* [Extracted records]

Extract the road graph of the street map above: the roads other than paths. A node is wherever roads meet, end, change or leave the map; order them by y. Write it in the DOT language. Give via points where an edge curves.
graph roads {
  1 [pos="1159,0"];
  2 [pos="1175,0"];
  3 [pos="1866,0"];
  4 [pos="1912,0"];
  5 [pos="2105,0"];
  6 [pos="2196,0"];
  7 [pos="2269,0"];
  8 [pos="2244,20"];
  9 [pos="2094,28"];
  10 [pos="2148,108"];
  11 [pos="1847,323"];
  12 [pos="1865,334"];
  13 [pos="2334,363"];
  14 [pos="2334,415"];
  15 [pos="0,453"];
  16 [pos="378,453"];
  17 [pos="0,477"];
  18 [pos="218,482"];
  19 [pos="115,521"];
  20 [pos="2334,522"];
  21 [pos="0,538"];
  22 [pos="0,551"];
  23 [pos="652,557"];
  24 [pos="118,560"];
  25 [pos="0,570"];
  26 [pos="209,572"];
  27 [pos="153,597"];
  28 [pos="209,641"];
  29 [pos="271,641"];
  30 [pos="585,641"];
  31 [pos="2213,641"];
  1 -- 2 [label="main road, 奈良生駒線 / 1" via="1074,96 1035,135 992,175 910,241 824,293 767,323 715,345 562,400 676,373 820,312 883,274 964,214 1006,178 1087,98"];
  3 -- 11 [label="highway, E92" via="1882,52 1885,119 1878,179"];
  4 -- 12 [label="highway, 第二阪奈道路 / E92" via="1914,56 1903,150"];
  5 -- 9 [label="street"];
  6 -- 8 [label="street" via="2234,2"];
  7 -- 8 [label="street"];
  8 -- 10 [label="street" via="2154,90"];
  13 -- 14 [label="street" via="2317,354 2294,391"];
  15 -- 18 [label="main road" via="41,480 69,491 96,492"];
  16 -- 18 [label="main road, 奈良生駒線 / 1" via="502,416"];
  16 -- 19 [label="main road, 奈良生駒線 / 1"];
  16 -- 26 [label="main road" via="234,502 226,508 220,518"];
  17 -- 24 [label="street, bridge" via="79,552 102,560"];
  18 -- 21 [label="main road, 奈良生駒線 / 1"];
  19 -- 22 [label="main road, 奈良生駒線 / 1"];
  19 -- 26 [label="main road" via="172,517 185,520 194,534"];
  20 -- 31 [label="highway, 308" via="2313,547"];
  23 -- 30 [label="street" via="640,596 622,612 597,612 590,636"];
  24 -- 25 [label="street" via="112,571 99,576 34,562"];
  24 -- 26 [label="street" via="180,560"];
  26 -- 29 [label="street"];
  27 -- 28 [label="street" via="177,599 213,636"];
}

* [Task goal] When you write out the listing, keep every line exactly as it is above.

* [Answer to this exercise]
Extract the road graph of the street map above: the roads other than paths. A node is wherever roads meet, end, change or leave the map; order them by y. Write it in the DOT language. Give via points where an edge curves.
graph roads {
  1 [pos="1159,0"];
  2 [pos="1175,0"];
  3 [pos="1866,0"];
  4 [pos="1912,0"];
  5 [pos="2105,0"];
  6 [pos="2196,0"];
  7 [pos="2269,0"];
  8 [pos="2244,20"];
  9 [pos="2094,28"];
  10 [pos="2148,108"];
  11 [pos="1847,323"];
  12 [pos="1865,334"];
  13 [pos="2334,363"];
  14 [pos="2334,415"];
  15 [pos="0,453"];
  16 [pos="378,453"];
  17 [pos="0,477"];
  18 [pos="218,482"];
  19 [pos="115,521"];
  20 [pos="2334,522"];
  21 [pos="0,538"];
  22 [pos="0,551"];
  23 [pos="652,557"];
  24 [pos="118,560"];
  25 [pos="0,570"];
  26 [pos="209,572"];
  27 [pos="153,597"];
  28 [pos="209,641"];
  29 [pos="271,641"];
  30 [pos="585,641"];
  31 [pos="2213,641"];
  1 -- 2 [label="main road, 奈良生駒線 / 1" via="1074,96 1035,135 992,175 910,241 824,293 767,323 715,345 562,400 676,373 820,312 883,274 964,214 1006,178 1087,98"];
  3 -- 11 [label="highway, E92" via="1882,52 1885,119 1878,179"];
  4 -- 12 [label="highway, 第二阪奈道路 / E92" via="1914,56 1903,150"];
  5 -- 9 [label="street"];
  6 -- 8 [label="street" via="2234,2"];
  7 -- 8 [label="street"];
  8 -- 10 [label="street" via="2154,90"];
  13 -- 14 [label="street" via="2317,354 2294,391"];
  15 -- 18 [label="main road" via="41,480 69,491 96,492"];
  16 -- 18 [label="main road, 奈良生駒線 / 1" via="502,416"];
  16 -- 19 [label="main road, 奈良生駒線 / 1"];
  16 -- 26 [label="main road" via="234,502 226,508 220,518"];
  17 -- 24 [label="street, bridge" via="79,552 102,560"];
  18 -- 21 [label="main road, 奈良生駒線 / 1"];
  19 -- 22 [label="main road, 奈良生駒線 / 1"];
  19 -- 26 [label="main road" via="172,517 185,520 194,534"];
  20 -- 31 [label="highway, 308" via="2313,547"];
  23 -- 30 [label="street" via="640,596 622,612 597,612 590,636"];
  24 -- 25 [label="street" via="112,571 99,576 34,562"];
  24 -- 26 [label="street" via="180,560"];
  26 -- 29 [label="street"];
  27 -- 28 [label="street" via="177,599 213,636"];
}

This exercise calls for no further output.